Sunday, October 23, 2011

Veggie Enchilada

Every time I go out drinking with friends in the city I crave Mexican food at the end of the night. This usually results in me binging on a massive amount of steak nachos. Lately however, this super healthy enchilada recipe has become a staple in my diet and I am convinced that eating it regularly has helped to control these late night cravings - at least to some extent.

Lots of veggies of your choice- whatever you have! I used a frozen mix of carrots, broccoli, mushrooms, onions, and asparagus.
3 oz. of canned (half of 6 oz. can) or diced tomatoes and green onions (can also use salsa)
1 teaspoon chili powder
Salt and pepper
1 large tortilla
1/4 cup reduced fat shredded Mexican blend cheese
Dollop of nonfat Greek yogurt
Avocado slices

Heat veggies, diced tomatoes and green onions in a large skillet.
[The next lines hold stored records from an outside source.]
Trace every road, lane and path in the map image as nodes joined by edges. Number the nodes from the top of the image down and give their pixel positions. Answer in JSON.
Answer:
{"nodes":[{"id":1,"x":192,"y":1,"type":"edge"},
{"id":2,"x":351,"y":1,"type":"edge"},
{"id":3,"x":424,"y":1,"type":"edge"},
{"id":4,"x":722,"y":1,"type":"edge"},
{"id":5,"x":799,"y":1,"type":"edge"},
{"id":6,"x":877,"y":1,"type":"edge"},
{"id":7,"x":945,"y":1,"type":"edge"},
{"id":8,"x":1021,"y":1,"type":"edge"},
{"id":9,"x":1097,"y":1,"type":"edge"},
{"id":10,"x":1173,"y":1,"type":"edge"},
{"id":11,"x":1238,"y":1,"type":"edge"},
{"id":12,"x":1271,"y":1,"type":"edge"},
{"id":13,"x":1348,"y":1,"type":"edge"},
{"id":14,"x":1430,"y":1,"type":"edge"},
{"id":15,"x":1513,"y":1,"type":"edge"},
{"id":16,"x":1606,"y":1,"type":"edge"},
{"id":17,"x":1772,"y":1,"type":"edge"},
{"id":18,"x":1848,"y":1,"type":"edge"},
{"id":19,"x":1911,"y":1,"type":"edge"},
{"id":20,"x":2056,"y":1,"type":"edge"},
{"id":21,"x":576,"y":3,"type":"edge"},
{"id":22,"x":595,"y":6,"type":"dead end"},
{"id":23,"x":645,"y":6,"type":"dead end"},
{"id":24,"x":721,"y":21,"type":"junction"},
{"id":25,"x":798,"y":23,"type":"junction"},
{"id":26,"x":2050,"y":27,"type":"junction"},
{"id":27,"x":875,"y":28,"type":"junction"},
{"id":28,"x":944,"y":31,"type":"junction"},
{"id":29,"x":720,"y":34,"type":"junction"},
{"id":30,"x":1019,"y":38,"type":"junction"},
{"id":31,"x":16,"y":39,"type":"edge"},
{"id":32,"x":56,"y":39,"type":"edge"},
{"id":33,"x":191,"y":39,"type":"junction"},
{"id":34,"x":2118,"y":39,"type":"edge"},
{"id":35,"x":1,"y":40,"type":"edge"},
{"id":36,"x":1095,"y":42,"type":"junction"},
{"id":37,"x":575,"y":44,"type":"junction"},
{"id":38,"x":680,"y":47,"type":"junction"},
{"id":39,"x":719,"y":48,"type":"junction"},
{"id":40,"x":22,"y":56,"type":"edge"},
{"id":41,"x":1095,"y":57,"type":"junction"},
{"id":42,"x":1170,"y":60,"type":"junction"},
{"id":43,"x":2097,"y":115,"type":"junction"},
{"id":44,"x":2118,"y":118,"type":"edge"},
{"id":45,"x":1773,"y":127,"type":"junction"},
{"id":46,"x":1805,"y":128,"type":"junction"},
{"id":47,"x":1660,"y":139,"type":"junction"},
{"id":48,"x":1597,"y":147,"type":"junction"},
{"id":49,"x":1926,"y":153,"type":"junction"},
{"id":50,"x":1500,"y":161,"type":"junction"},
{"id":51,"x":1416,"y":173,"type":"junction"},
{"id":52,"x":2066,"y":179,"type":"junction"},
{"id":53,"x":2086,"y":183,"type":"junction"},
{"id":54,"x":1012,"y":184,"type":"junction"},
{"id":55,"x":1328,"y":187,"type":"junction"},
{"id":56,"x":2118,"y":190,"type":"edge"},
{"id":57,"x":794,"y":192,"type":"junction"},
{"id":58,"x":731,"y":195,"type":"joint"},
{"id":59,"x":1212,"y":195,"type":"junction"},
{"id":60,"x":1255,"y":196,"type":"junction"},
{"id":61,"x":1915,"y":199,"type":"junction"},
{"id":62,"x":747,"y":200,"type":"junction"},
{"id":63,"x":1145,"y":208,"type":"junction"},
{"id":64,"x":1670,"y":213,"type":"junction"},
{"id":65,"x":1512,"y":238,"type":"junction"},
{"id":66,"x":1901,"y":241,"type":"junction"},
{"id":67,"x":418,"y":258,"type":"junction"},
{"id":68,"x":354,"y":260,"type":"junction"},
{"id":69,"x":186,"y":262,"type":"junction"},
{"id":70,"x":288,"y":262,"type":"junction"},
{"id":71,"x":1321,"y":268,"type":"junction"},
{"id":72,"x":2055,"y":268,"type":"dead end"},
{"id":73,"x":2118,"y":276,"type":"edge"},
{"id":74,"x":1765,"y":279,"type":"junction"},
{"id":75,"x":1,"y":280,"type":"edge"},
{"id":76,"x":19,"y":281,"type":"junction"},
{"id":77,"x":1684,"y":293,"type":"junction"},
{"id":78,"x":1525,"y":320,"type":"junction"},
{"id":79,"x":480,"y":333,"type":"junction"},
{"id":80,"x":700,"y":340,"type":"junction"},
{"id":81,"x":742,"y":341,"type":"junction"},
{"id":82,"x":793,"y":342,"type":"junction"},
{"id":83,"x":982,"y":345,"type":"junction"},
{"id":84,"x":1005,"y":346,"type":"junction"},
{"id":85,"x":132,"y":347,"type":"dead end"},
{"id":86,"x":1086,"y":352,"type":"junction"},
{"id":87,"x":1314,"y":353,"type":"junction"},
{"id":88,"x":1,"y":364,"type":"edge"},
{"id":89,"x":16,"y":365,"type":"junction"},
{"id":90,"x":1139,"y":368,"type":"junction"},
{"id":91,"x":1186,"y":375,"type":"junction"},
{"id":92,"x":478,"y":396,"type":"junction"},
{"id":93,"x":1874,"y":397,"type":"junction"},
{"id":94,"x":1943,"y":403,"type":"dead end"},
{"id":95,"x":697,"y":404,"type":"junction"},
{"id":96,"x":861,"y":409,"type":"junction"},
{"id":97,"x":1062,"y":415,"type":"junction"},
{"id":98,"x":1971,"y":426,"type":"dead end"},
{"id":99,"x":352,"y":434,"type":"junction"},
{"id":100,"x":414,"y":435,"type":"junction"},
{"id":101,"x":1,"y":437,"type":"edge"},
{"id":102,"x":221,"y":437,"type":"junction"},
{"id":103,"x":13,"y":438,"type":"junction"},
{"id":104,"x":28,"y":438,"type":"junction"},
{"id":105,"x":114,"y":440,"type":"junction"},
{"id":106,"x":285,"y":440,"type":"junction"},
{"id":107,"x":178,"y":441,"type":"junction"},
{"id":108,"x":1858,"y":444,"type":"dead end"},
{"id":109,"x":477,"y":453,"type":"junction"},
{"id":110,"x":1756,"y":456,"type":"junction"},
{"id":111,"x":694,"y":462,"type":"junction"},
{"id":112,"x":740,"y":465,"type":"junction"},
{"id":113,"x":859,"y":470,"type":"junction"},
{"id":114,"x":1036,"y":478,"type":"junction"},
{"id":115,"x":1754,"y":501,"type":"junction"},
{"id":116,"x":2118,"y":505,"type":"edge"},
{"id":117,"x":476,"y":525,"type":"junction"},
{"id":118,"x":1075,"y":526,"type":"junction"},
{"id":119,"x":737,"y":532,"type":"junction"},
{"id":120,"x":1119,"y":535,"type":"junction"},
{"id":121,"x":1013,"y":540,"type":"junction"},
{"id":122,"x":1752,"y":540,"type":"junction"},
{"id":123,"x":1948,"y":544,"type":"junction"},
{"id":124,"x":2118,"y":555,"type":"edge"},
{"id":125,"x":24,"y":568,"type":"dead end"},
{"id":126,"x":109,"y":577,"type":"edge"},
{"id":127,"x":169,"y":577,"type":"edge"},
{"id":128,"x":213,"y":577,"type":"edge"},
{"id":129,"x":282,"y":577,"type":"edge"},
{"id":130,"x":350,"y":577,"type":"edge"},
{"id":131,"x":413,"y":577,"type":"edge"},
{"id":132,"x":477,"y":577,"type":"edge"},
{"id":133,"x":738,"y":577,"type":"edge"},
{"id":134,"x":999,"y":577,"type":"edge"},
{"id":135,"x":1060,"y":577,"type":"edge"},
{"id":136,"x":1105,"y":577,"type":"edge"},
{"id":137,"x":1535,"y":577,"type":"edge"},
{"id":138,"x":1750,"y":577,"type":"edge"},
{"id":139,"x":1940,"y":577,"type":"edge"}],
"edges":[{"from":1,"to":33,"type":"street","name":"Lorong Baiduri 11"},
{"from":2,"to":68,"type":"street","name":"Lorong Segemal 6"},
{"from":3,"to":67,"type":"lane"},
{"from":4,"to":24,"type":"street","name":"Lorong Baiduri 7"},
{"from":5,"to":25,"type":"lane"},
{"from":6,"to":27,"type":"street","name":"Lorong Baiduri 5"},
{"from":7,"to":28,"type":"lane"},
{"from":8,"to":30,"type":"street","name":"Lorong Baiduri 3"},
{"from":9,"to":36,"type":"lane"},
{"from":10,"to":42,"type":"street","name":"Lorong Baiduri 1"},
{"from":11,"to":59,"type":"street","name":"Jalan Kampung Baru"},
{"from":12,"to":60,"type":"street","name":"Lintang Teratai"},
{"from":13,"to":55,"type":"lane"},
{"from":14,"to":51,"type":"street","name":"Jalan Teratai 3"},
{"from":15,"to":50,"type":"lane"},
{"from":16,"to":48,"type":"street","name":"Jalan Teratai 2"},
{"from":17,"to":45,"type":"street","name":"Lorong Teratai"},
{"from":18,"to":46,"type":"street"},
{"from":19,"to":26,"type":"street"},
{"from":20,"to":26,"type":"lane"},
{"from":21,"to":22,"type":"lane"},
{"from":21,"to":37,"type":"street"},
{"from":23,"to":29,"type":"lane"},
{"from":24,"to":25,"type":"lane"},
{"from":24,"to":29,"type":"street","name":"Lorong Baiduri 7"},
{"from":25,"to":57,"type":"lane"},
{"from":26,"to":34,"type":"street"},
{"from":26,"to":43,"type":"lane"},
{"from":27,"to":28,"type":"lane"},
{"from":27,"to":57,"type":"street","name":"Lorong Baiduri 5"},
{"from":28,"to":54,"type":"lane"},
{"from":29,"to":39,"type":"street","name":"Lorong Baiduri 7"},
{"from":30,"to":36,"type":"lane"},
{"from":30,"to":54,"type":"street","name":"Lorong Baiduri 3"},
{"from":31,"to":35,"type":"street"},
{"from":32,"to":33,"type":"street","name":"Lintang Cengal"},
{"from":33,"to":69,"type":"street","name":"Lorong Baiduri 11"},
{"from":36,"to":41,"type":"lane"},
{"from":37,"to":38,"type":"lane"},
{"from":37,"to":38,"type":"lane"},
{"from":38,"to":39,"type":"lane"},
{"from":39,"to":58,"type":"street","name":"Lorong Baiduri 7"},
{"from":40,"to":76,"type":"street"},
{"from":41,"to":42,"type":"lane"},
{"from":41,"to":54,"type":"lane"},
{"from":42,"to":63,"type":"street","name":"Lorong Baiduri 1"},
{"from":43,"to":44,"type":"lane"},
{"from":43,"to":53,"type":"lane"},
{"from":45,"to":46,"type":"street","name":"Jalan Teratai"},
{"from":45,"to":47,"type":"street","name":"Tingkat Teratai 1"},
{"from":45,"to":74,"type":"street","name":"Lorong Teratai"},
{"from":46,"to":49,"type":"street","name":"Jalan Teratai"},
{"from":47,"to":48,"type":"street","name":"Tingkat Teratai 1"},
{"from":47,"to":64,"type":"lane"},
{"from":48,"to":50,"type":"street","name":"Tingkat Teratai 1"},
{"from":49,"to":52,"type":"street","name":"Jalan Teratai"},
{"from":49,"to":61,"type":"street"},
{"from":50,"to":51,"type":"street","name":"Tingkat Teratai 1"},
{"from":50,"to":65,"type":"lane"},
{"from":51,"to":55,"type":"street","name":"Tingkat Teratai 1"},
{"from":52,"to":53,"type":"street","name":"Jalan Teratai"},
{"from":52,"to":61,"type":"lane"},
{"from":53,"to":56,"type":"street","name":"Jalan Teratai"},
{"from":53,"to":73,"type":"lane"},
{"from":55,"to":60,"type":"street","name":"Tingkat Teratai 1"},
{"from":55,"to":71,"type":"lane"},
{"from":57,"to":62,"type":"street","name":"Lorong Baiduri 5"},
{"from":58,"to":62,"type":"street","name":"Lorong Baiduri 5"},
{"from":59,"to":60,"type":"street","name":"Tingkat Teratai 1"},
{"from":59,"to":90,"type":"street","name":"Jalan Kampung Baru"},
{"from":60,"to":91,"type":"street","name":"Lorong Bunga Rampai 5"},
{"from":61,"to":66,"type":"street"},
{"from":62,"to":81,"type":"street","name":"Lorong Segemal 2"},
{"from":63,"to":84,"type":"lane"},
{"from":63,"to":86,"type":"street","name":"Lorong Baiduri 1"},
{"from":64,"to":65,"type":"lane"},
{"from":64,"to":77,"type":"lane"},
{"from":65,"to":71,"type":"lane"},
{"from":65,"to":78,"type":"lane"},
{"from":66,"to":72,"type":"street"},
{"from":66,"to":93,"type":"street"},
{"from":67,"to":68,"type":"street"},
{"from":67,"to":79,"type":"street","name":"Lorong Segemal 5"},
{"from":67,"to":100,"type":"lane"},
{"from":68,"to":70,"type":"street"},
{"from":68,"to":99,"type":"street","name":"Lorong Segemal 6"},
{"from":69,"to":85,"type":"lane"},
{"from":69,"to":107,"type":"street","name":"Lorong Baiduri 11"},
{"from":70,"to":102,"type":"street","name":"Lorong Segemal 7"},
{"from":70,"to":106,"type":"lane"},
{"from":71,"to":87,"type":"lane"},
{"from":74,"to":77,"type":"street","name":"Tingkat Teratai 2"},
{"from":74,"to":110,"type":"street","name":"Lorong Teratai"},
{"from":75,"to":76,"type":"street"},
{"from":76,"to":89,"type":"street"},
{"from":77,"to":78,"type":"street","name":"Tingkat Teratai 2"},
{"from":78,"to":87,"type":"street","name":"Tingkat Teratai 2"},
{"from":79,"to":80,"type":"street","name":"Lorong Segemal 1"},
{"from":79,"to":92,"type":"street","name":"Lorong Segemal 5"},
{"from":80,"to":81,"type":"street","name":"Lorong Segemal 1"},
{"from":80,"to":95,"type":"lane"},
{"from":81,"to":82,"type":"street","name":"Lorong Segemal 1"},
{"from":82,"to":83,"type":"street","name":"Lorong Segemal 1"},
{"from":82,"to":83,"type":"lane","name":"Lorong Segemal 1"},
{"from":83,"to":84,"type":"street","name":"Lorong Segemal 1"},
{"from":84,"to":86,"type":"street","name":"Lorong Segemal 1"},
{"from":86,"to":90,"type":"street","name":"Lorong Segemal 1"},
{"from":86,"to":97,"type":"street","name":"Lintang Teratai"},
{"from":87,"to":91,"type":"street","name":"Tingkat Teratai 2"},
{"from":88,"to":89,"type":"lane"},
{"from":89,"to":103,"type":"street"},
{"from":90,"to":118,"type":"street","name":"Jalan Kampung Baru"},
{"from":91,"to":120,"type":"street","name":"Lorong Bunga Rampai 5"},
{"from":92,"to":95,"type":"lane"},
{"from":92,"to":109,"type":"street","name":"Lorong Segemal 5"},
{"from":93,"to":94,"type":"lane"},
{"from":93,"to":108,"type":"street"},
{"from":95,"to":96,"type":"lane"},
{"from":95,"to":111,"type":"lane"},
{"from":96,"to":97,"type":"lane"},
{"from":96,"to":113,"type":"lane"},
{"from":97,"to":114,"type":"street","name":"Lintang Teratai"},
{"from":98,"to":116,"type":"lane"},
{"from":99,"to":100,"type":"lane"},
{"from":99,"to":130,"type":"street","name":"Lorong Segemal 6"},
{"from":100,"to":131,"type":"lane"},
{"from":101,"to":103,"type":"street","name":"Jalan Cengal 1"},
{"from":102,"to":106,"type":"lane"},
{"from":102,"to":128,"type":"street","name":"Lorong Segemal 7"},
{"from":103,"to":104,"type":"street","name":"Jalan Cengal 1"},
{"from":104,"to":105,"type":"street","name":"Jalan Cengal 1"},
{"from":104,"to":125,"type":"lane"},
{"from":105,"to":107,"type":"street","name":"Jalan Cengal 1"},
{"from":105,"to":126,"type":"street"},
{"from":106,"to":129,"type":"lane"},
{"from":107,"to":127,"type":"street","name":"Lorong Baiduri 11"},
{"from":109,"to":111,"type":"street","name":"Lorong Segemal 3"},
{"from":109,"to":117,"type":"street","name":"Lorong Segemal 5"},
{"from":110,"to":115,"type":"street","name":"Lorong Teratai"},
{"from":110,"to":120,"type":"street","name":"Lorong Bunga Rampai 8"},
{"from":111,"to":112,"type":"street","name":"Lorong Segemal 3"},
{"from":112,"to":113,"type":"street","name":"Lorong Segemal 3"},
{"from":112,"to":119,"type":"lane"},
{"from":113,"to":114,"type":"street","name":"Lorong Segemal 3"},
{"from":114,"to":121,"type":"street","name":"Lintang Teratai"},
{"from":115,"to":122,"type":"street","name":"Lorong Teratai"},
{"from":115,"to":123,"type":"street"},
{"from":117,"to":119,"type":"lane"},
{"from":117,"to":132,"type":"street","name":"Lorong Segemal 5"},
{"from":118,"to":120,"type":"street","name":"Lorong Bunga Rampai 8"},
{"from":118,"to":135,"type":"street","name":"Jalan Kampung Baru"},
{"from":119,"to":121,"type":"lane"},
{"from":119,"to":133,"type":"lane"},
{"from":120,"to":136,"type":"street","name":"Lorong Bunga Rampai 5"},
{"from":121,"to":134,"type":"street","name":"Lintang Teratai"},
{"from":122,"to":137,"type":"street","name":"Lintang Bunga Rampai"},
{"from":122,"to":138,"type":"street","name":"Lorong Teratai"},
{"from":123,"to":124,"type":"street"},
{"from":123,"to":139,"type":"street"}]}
Add chili powder and salt and pepper to taste. Preheat broiler, place foil on a baking sheet, ans spray it with cooking spray. Lay tortilla on the pan and fill with 3/4 of the veggie mixture. Roll up the tortilla and poor the remainder of the veggie mixture on top. Sprinkle with cheese and broil on high for 6 minutes. Top with Greek yogurt and avocado slices.